Il corso del 14, invece, è dedicato al difficile ma indispensabile linguaggio improvvisativo nella musica. Ferdinando Bastianini, al pianoforte, guiderà i partecipanti in un percorso storico-stilistico attraverso i vari modi di parlare con la musica. Il Maestro, che al Conservatorio Pergolesi di Fermo tiene ben 5 corsi Accademici sull’improvvisazione, dall’approccio didattico alle più raffinate forme di improvvisazione concertistica, quest’anno è stato anche chiamato dal Conservatorio S. Cecilia di Roma a tenere una conferenza ed è considerato uno dei maggiori esponenti dell’arte improvvisativa.

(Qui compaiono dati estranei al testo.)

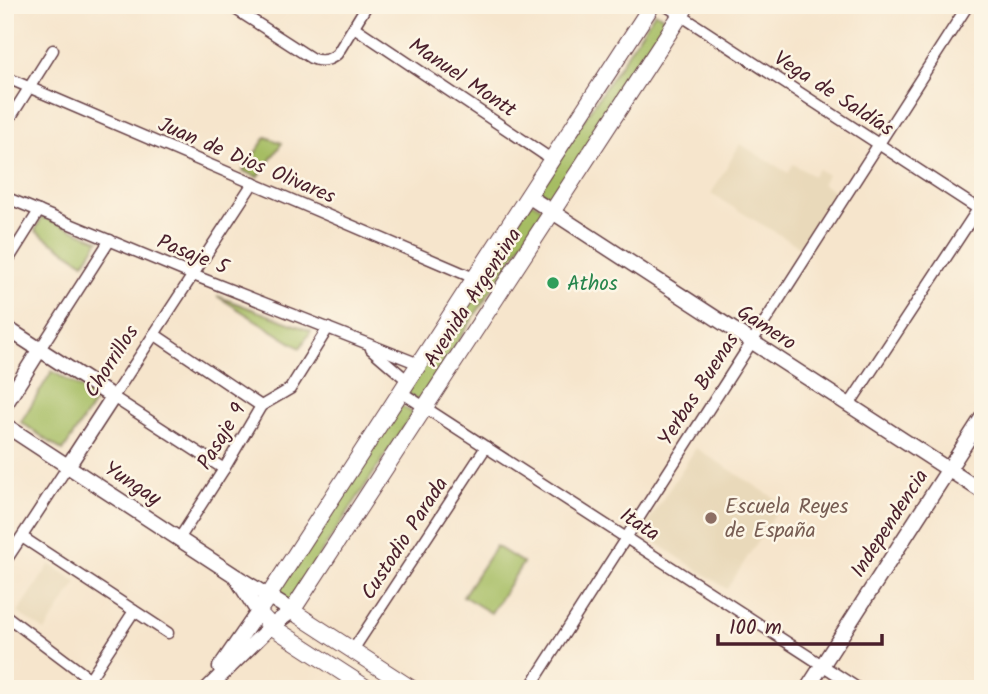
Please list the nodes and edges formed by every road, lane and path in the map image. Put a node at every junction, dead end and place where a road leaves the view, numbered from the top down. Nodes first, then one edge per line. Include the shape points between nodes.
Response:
1 (229, 5) edge
2 (367, 5) edge
3 (652, 5) edge
4 (665, 5) edge
5 (968, 5) edge
6 (684, 11) edge
7 (354, 27) junction
8 (53, 50) dead end
9 (5, 77) edge
10 (29, 88) junction
11 (5, 126) edge
12 (878, 145) junction
13 (551, 159) junction
14 (253, 183) junction
15 (528, 196) junction
16 (5, 197) edge
17 (39, 211) junction
18 (980, 211) edge
19 (553, 212) junction
20 (110, 240) junction
21 (5, 265) edge
22 (193, 275) junction
23 (474, 278) junction
24 (5, 327) edge
25 (328, 328) junction
26 (154, 334) junction
27 (751, 341) junction
28 (367, 344) junction
29 (40, 349) junction
30 (419, 364) junction
31 (404, 387) junction
32 (113, 397) junction
33 (5, 405) edge
34 (849, 405) junction
35 (261, 406) junction
36 (425, 408) junction
37 (983, 416) edge
38 (5, 425) edge
39 (486, 447) junction
40 (68, 466) junction
41 (224, 469) junction
42 (948, 470) junction
43 (983, 492) edge
44 (22, 537) junction
45 (626, 538) junction
46 (179, 539) junction
47 (5, 562) edge
48 (237, 577) junction
49 (268, 597) junction
50 (134, 611) junction
51 (258, 611) junction
52 (292, 611) junction
53 (5, 615) edge
54 (271, 626) junction
55 (167, 633) dead end
56 (353, 650) junction
57 (823, 665) junction
58 (87, 684) edge
59 (206, 689) edge
60 (368, 689) edge
61 (412, 689) edge
62 (529, 689) edge
63 (807, 689) edge
64 (859, 689) edge

1 - 7 street via 311,58 325,60 337,54
2 - 7 street
3 - 13 main road, Avenida Argentina
4 - 6 street, Vega de Saldías
5 - 12 street, Yerbas Buenas
6 - 12 street, Vega de Saldías
6 - 19 main road, Avenida Argentina
7 - 13 street, Manuel Montt
8 - 10 street
9 - 10 street, Juan de Dios Olivares
10 - 11 street
10 - 14 street, Juan de Dios Olivares
12 - 18 street, Vega de Saldías
12 - 27 street, Yerbas Buenas
13 - 15 main road, Avenida Argentina
14 - 22 street, Chorrillos
14 - 23 street, Juan de Dios Olivares
15 - 19 street, Gamero
15 - 23 main road, Avenida Argentina
16 - 17 street, Pasaje 5
17 - 20 street, Pasaje 5
17 - 21 street
18 - 34 street
19 - 27 street, Gamero
19 - 36 main road, Avenida Argentina
20 - 22 street, Pasaje 5
20 - 29 street
22 - 25 street, Pasaje 5
22 - 26 street, Chorrillos
23 - 30 main road, Avenida Argentina
24 - 29 street
25 - 28 street, Pasaje 5
25 - 35 street, Pasaje 9 via 290,390
26 - 32 street, Chorrillos
26 - 35 street
27 - 34 street, Gamero
27 - 45 street, Yerbas Buenas
28 - 30 street, Pasaje 5
28 - 31 street, Pasaje 5
29 - 32 street
29 - 33 street
30 - 31 main road, Avenida Argentina
31 - 36 street, Itata
31 - 49 main road, Avenida Argentina
32 - 40 street, Chorrillos
32 - 41 street
34 - 42 street, Gamero
35 - 41 street, Pasaje 9
36 - 39 street, Itata
36 - 52 main road, Avenida Argentina
37 - 42 street, Independencia
38 - 40 street, Yungay
39 - 45 street, Itata
39 - 56 street, Custodio Parada
40 - 44 street, Chorrillos
40 - 46 street, Yungay
41 - 46 street, Pasaje 9
42 - 43 street, Gamero
42 - 57 street, Independencia
44 - 47 street, Chorrillos
44 - 50 street
45 - 57 street, Itata
45 - 62 street, Yerbas Buenas
46 - 48 street, Yungay
48 - 49 street, Yungay
48 - 51 street, Yungay
49 - 51 main road, Avenida Argentina
49 - 52 street, Yungay
50 - 55 street
50 - 58 street
51 - 54 main road
51 - 59 street
52 - 54 street
52 - 56 main road
53 - 58 street
54 - 59 street
54 - 60 main road
56 - 61 main road
57 - 63 street, Independencia
57 - 64 street, Itata

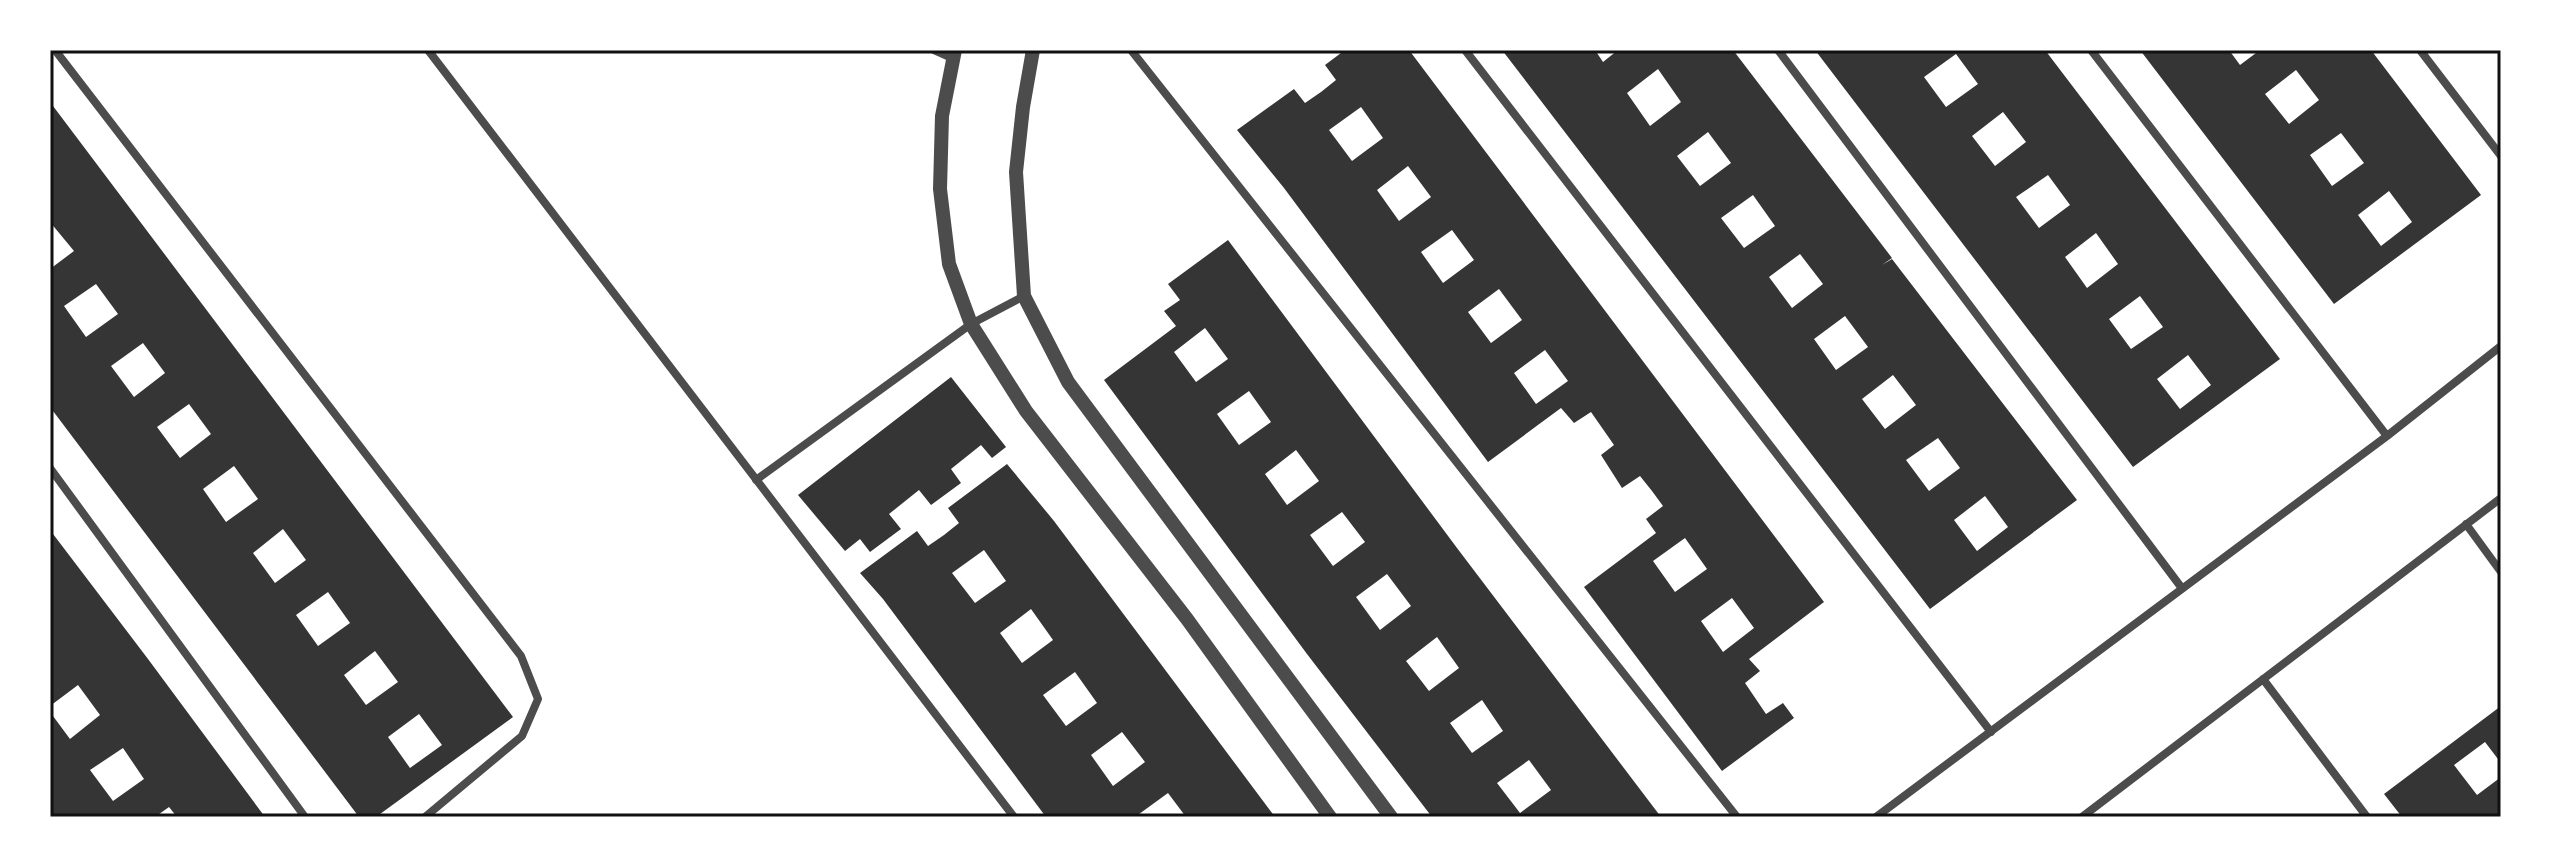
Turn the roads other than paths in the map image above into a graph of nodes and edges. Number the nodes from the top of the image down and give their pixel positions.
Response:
1 (55, 50) edge
2 (428, 50) edge
3 (934, 50) edge
4 (1033, 50) edge
5 (1131, 50) edge
6 (1465, 50) edge
7 (1778, 50) edge
8 (2091, 50) edge
9 (2420, 50) edge
10 (953, 54) edge
11 (2501, 156) edge
12 (1024, 296) junction
13 (971, 324) junction
14 (2501, 346) edge
15 (2387, 436) junction
16 (50, 468) edge
17 (756, 480) junction
18 (2501, 498) edge
19 (2466, 524) junction
20 (2501, 572) edge
21 (2181, 587) junction
22 (2263, 679) junction
23 (1991, 732) junction
24 (305, 817) edge
25 (425, 817) edge
26 (1014, 817) edge
27 (1330, 817) edge
28 (1391, 817) edge
29 (1737, 817) edge
30 (1876, 817) edge
31 (2082, 817) edge
32 (2367, 817) edge

1 - 25 street
2 - 17 street
3 - 10 street
4 - 12 street
5 - 29 street
6 - 23 street
7 - 21 street
8 - 15 street
9 - 11 street
10 - 13 street
12 - 13 street
12 - 28 street
13 - 17 street
13 - 27 street
14 - 15 street
15 - 21 street
16 - 24 street
17 - 26 street
18 - 19 street
19 - 20 street
19 - 22 street
21 - 23 street
22 - 31 street
22 - 32 street
23 - 30 street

Dopo aver studiato con Maurice Clerc e Guy Bovet, della celebre scuola francese, ha esteso il suo raggio d’azione accostandosi agli studi sulla creatività del fondatore della scuola di didattica, il M. Leonardo Calì.

 

Verrano al suo corso pianisti, violinisti, organisti, cantanti e percussionisti. Possiamo dire che veramente l’Associazione Cesare Dobici farà ancora una volta onore al celebre viterbese Dobici, il quale, oltre che fecondo compositore, fu un eccellente docente presso S. Cecilia, ricordato dagli illustri allievi, tra i quali Fernando Germani, come un Maestro dolce e paziente, sempre pronto ad incoraggiare i suoi studenti.